Accepted for/Published in: JMIR Research Protocols
Date Submitted: Jan 29, 2025
Date Accepted: Jul 7, 2025
Equity for Parent Presence and Participation in Caregiving in the Neonatal Intensive Care Unit: Protocol for a Prospective Cohort Study
ABSTRACT
Background:
Parents of preterm infants experience many barriers to their presence in the neonatal intensive care unit (NICU) and participation in infant caregiving. Parents from historically marginalized backgrounds or with limited social or economic resources may experience even more profound barriers, creating a significant source of health inequity for these parents and their infants.

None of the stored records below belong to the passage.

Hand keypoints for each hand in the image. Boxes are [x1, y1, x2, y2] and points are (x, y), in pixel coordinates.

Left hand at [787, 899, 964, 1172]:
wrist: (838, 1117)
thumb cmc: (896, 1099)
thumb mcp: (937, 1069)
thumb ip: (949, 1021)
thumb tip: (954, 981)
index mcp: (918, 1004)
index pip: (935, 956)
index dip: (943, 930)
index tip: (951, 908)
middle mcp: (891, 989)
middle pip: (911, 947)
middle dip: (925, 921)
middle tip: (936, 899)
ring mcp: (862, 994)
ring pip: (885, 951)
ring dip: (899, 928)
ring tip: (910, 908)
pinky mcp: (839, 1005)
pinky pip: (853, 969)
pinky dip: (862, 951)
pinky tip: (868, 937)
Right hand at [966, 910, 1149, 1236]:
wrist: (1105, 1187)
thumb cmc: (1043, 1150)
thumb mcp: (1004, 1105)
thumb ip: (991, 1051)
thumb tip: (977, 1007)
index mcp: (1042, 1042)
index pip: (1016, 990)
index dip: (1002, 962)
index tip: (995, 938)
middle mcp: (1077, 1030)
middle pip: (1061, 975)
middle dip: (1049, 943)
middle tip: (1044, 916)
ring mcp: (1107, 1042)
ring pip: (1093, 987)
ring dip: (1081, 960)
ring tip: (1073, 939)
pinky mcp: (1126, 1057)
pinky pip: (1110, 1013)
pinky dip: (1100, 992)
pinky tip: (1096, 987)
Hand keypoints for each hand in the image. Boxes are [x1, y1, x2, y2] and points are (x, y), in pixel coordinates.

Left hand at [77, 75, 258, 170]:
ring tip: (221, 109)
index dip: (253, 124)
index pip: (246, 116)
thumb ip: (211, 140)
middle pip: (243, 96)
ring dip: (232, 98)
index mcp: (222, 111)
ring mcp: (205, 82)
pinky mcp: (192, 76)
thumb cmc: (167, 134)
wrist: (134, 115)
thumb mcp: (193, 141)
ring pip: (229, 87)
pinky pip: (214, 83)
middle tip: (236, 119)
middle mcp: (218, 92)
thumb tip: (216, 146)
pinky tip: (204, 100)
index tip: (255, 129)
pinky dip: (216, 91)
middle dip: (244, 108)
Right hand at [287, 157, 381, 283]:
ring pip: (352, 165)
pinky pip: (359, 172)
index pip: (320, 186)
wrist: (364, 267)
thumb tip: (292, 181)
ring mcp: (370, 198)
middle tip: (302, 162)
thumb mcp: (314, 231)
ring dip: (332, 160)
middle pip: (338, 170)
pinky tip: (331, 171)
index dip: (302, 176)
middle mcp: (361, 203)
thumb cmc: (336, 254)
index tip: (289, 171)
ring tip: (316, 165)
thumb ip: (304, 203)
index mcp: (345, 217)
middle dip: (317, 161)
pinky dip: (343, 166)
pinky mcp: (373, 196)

However, the specific barriers and facilitators of parent presence and participation (PPP) in caregiving are unknown, as are effects on infant outcomes.
Objective:
The study aims to: (1) longitudinally determine barriers and facilitators affecting PPP specific to parents with diverse sociodemographic characteristics, (2) determine the effect of PPP on infant clinical outcomes and neurodevelopment and the potential mediating effect of parent-infant responsiveness, and (3) determine the moderation effect of PPP on the relationship between infant stress exposure and infant clinical outcomes and neurodevelopment.
Methods:
Parents (N=375) of preterm infants born less than 32 weeks gestational age will be enrolled in a prospective cohort study. Parents will complete a daily survey documenting the amount of time spent in the NICU and caregiving activities performed. Parents will complete surveys at regular intervals during their infant’s hospitalization to report barriers and facilitators of PPP, NICU-related stress, depressive symptoms, experiences of discrimination, and engagement with NICU staff. Additional data will be collected throughout each infant’s hospitalization, including invasive procedures, infant clinical data, and nursing documentation of PPP. Parents will complete the Maternal-Infant Responsiveness Instrument at the time of NICU discharge and at 3-months corrected age (CA). Infant clinical outcomes include achievement of feeding milestones and length of NICU stay. Infants will be assessed at 3-months CA using the Test of Infant Motor Performance and at 12-months CA using the Bayley Scales of Infant and Toddler Development, 4th edition.
Results:
Funding was awarded in August 2024. Data collection and analysis should be complete by July 2029.
Conclusions:
By identifying the important barriers and facilitators of PPP over the duration of preterm infants’ hospitalizations and differences in these factors based on sociodemographic characteristics, time- and population-targeted interventions can be developed to remove system-level barriers and enhance facilitators to increase PPP and promote health equity for diverse families.